What is needed is every line of the data that includes the word "Senaaya". Please copy each one.

▸ **Stored items**
+ + + + +

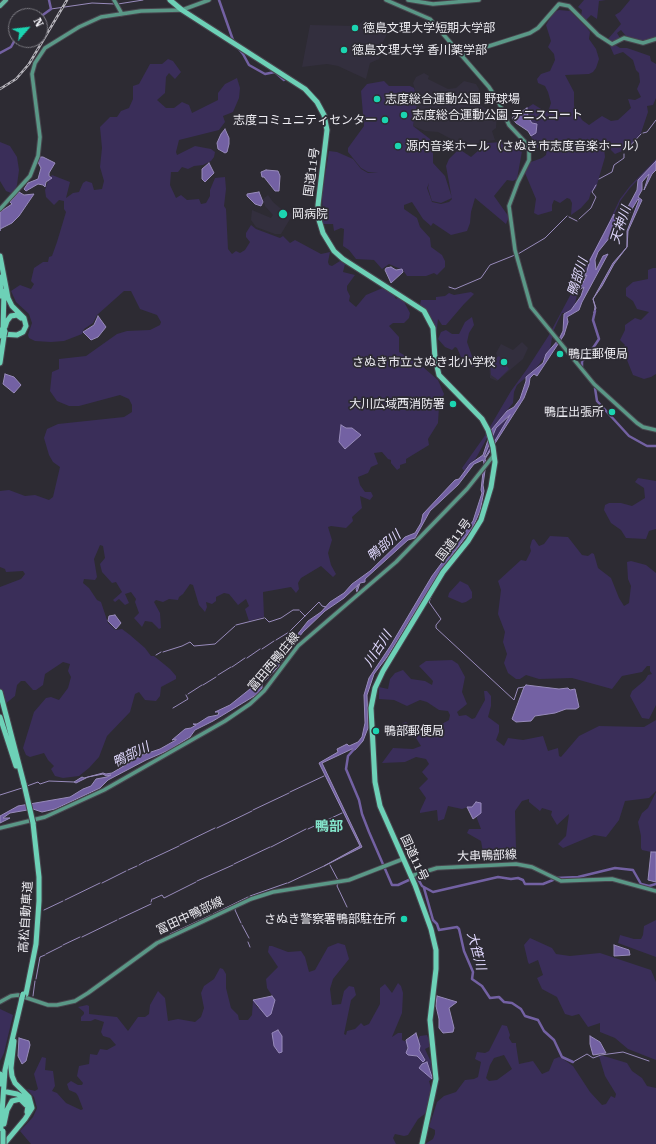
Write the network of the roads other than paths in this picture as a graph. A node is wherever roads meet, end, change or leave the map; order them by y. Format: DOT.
graph roads {
  1 [pos="6,0"];
  2 [pos="114,0"];
  3 [pos="170,0"];
  4 [pos="209,0"];
  5 [pos="386,0"];
  6 [pos="408,0"];
  7 [pos="479,0"];
  8 [pos="0,6"];
  9 [pos="182,10"];
  10 [pos="122,14"];
  11 [pos="656,39"];
  12 [pos="461,55"];
  13 [pos="0,209"];
  14 [pos="0,257"];
  15 [pos="0,277"];
  16 [pos="2,334"];
  17 [pos="1,352"];
  18 [pos="0,363"];
  19 [pos="656,430"];
  20 [pos="491,461"];
  21 [pos="0,692"];
  22 [pos="0,717"];
  23 [pos="22,784"];
  24 [pos="0,828"];
  25 [pos="403,859"];
  26 [pos="412,876"];
  27 [pos="656,891"];
  28 [pos="0,1002"];
  29 [pos="13,1039"];
  30 [pos="0,1064"];
  31 [pos="0,1074"];
  32 [pos="7,1091"];
  33 [pos="28,1113"];
  34 [pos="4,1124"];
  35 [pos="2,1131"];
  36 [pos="0,1140"];
  37 [pos="2,1144"];
  38 [pos="422,1144"];
  1 -- 8 [label="main road"];
  2 -- 10 [label="main road"];
  3 -- 9 [label="highway, 国道11号"];
  4 -- 9 [label="main road"];
  5 -- 12 [label="main road"];
  6 -- 7 [label="main road"];
  9 -- 10 [label="main road"];
  9 -- 20 [label="highway, 国道11号"];
  10 -- 13 [label="main road"];
  11 -- 12 [label="main road"];
  12 -- 19 [label="main road"];
  14 -- 16 [label="highway"];
  14 -- 16 [label="highway"];
  15 -- 16 [label="highway"];
  16 -- 16 [label="highway"];
  16 -- 17 [label="highway"];
  17 -- 18 [label="highway"];
  20 -- 24 [label="main road, 富田西鴨庄線"];
  20 -- 25 [label="highway, 国道11号"];
  21 -- 23 [label="highway, 高松自動車道"];
  22 -- 23 [label="highway, 高松自動車道"];
  23 -- 29 [label="highway, 高松自動車道, bridge"];
  25 -- 26 [label="highway, 国道11号"];
  25 -- 28 [label="main road, 富田中鴨部線"];
  26 -- 27 [label="main road, 大串鴨部線"];
  26 -- 38 [label="highway, 国道11号"];
  29 -- 30 [label="highway"];
  29 -- 33 [label="highway"];
  29 -- 34 [label="highway, 高松自動車道"];
  29 -- 35 [label="highway, 高松自動車道"];
  31 -- 35 [label="highway"];
  32 -- 33 [label="highway"];
  33 -- 34 [label="highway"];
  33 -- 37 [label="highway"];
  34 -- 35 [label="highway, 高松自動車道"];
  35 -- 36 [label="highway, 高松自動車道, bridge"];
  35 -- 37 [label="highway, 高松自動車道, bridge"];
}
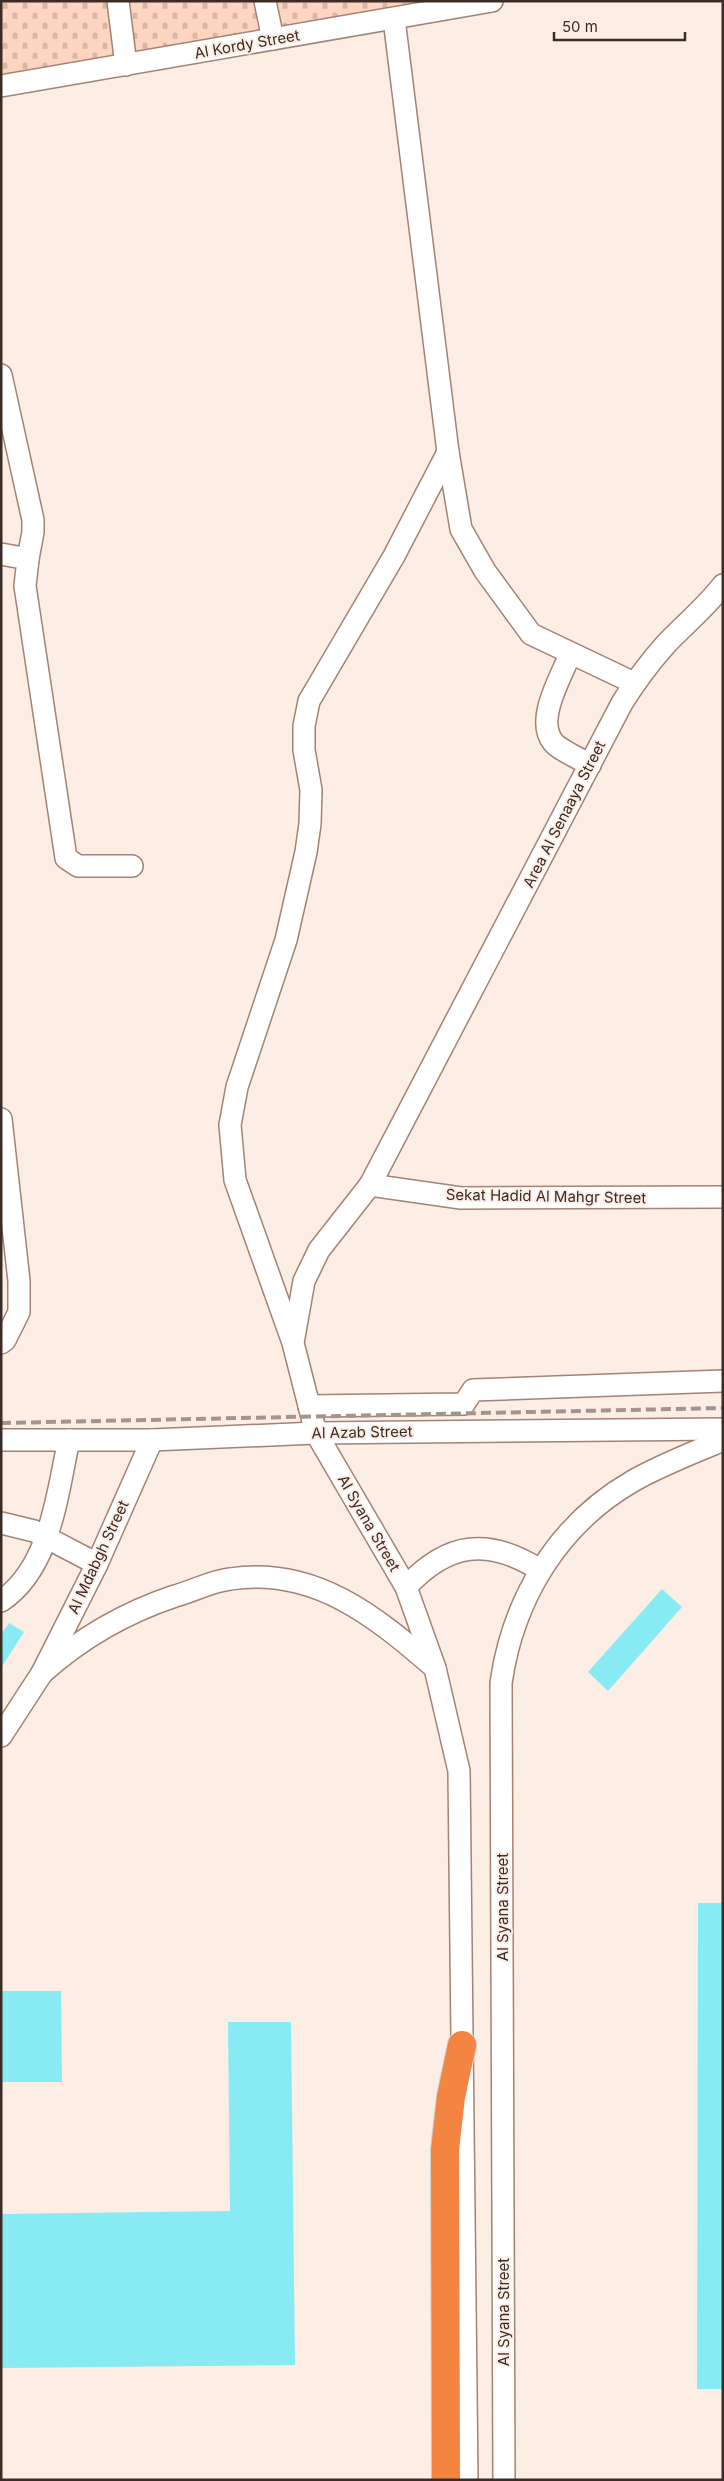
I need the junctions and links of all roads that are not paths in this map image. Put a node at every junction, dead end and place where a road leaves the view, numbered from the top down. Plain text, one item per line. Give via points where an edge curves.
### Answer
1 (118, 1) edge
2 (265, 1) edge
3 (492, 1) edge
4 (405, 12) edge
5 (273, 39) junction
6 (126, 65) junction
7 (1, 86) edge
8 (1, 375) edge
9 (448, 452) junction
10 (1, 554) edge
11 (28, 559) junction
12 (723, 585) edge
13 (570, 654) junction
14 (634, 683) junction
15 (590, 765) junction
16 (132, 866) dead end
17 (1, 1119) edge
18 (370, 1185) junction
19 (723, 1197) edge
20 (8, 1245) edge
21 (1, 1343) edge
22 (293, 1343) junction
23 (723, 1381) edge
24 (309, 1406) junction
25 (723, 1429) edge
26 (316, 1433) junction
27 (1, 1440) edge
28 (69, 1440) junction
29 (152, 1440) junction
30 (723, 1440) edge
31 (1, 1523) edge
32 (46, 1537) junction
33 (97, 1564) junction
34 (540, 1570) junction
35 (406, 1587) junction
36 (1, 1601) edge
37 (434, 1668) junction
38 (42, 1674) junction
39 (1, 1736) edge
40 (462, 2045) junction
41 (446, 2470) edge
42 (467, 2480) edge
43 (504, 2480) edge

1 - 6 street
2 - 5 street
3 - 4 street, Al Kordy Street
4 - 5 street, Al Kordy Street
4 - 9 street
5 - 6 street, Al Kordy Street
6 - 7 street, Al Kordy Street
8 - 11 street via 33,520
9 - 13 street via 460,529 485,571 531,634
9 - 22 street, Al Syana Street via 394,556 309,701 304,750 311,790 310,824 303,871 286,940 237,1087 230,1125 235,1180
10 - 11 street
11 - 16 street via 25,586 66,858 78,866
12 - 14 street, Area Al Senaaya Street
13 - 14 street
13 - 15 street via 546,725 553,743
14 - 15 street, Area Al Senaaya Street
15 - 18 street, Area Al Senaaya Street
17 - 20 street
18 - 19 street, Sekat Hadid Al Mahgr Street via 462,1198
18 - 22 street, Area Al Senaaya Street via 319,1250 304,1281
20 - 21 street via 19,1281 19,1312
22 - 24 street, Al Syana Street
23 - 24 street via 473,1390 464,1404
24 - 26 street, Al Syana Street
25 - 26 street, Al Azab Street
26 - 29 street, Al Azab Street
26 - 35 street, Al Syana Street
27 - 28 street, Al Azab Street
28 - 29 street, Al Azab Street
28 - 32 street
29 - 33 street, Al Mdabgh Street
30 - 34 street, Al Syana Street via 656,1469 610,1495 571,1530
31 - 32 street
32 - 33 street
32 - 36 street via 16,1589
33 - 38 street, Al Mdabgh Street
34 - 35 street via 518,1556 494,1549 469,1549 445,1556 423,1569
34 - 43 street, Al Syana Street via 518,1613 504,1659 501,1683
35 - 37 street, Al Syana Street
37 - 38 street, Al Mdabgh Street via 378,1621 344,1599 306,1584 247,1577 228,1579 128,1614 80,1641
37 - 40 street, Al Syana Street via 459,1771
38 - 39 street, Al Mdabgh Street
40 - 41 highway via 451,2097 445,2150
40 - 42 street, Al Syana Street

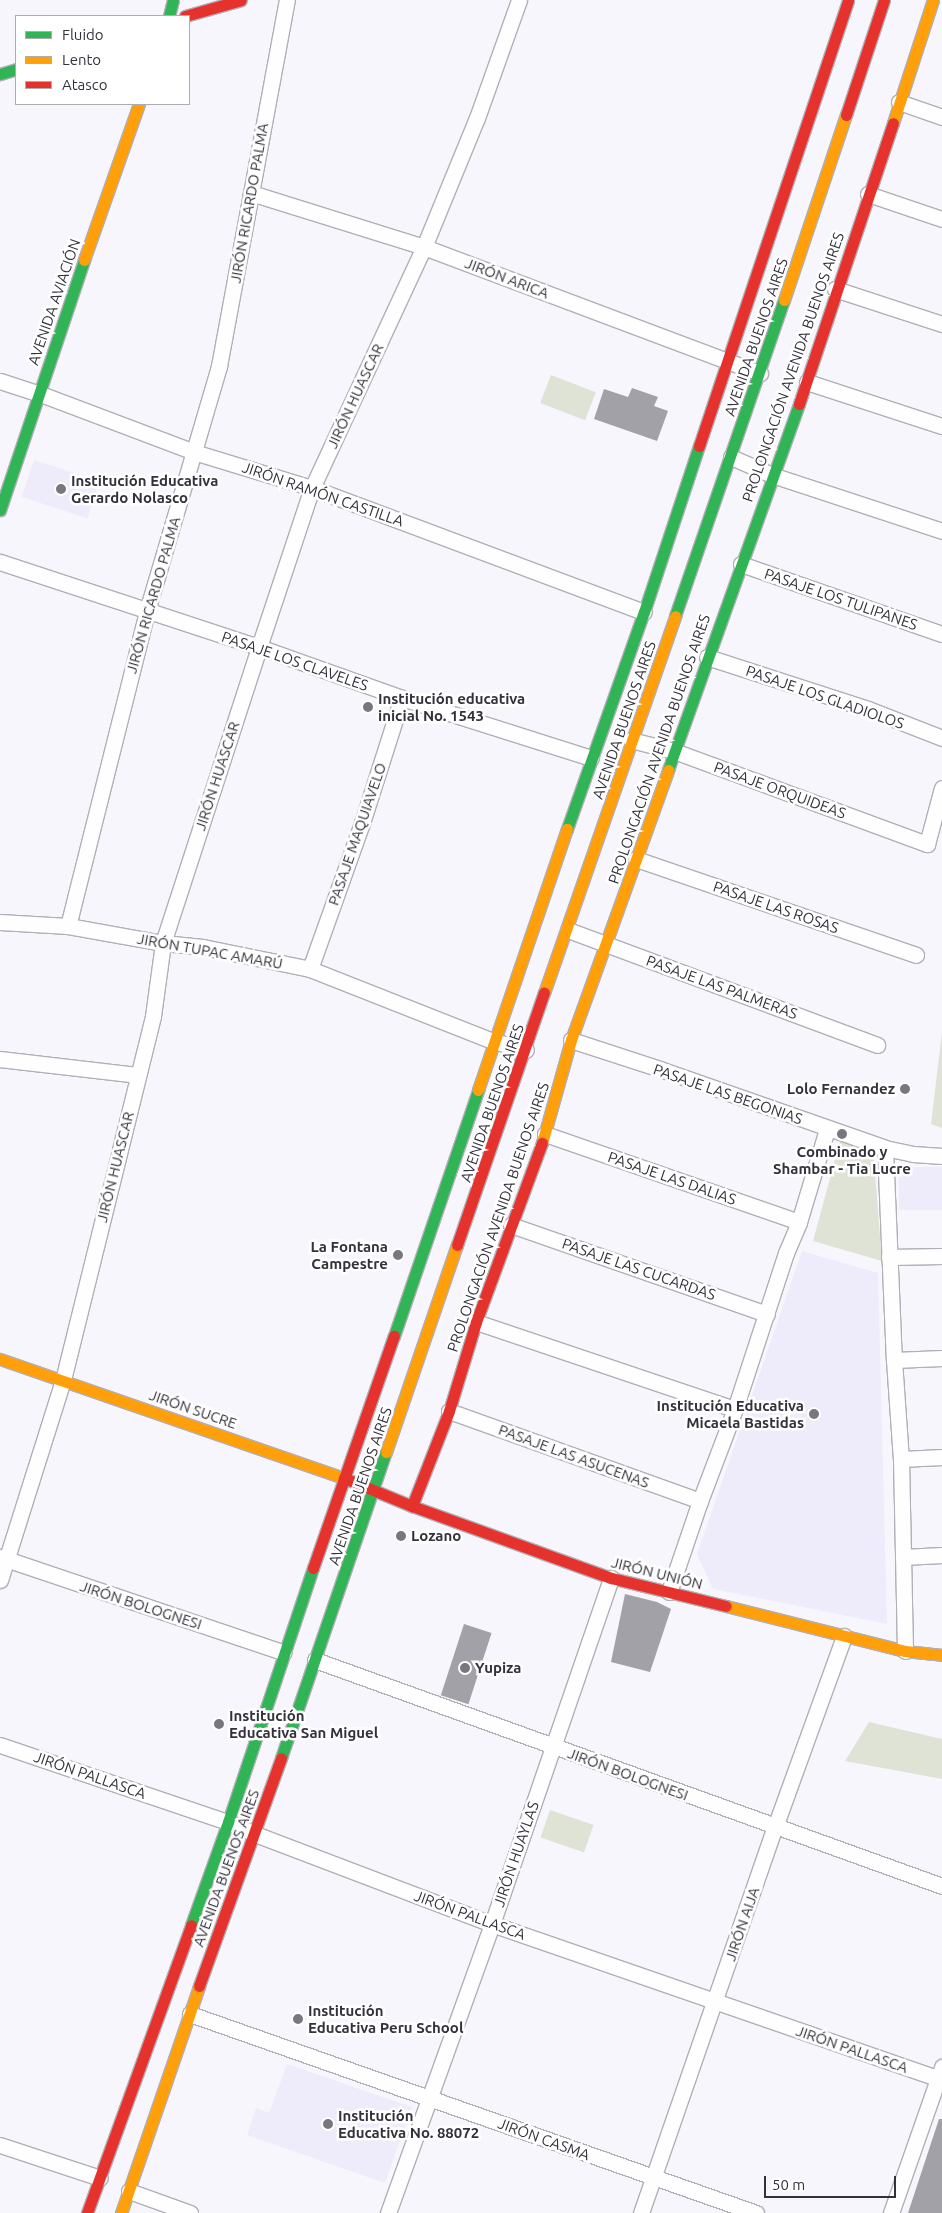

+ + + + +

▸ **Result for this exercise**
12 - 14 street, Area Al Senaaya Street
14 - 15 street, Area Al Senaaya Street
15 - 18 street, Area Al Senaaya Street
18 - 22 street, Area Al Senaaya Street via 319,1250 304,1281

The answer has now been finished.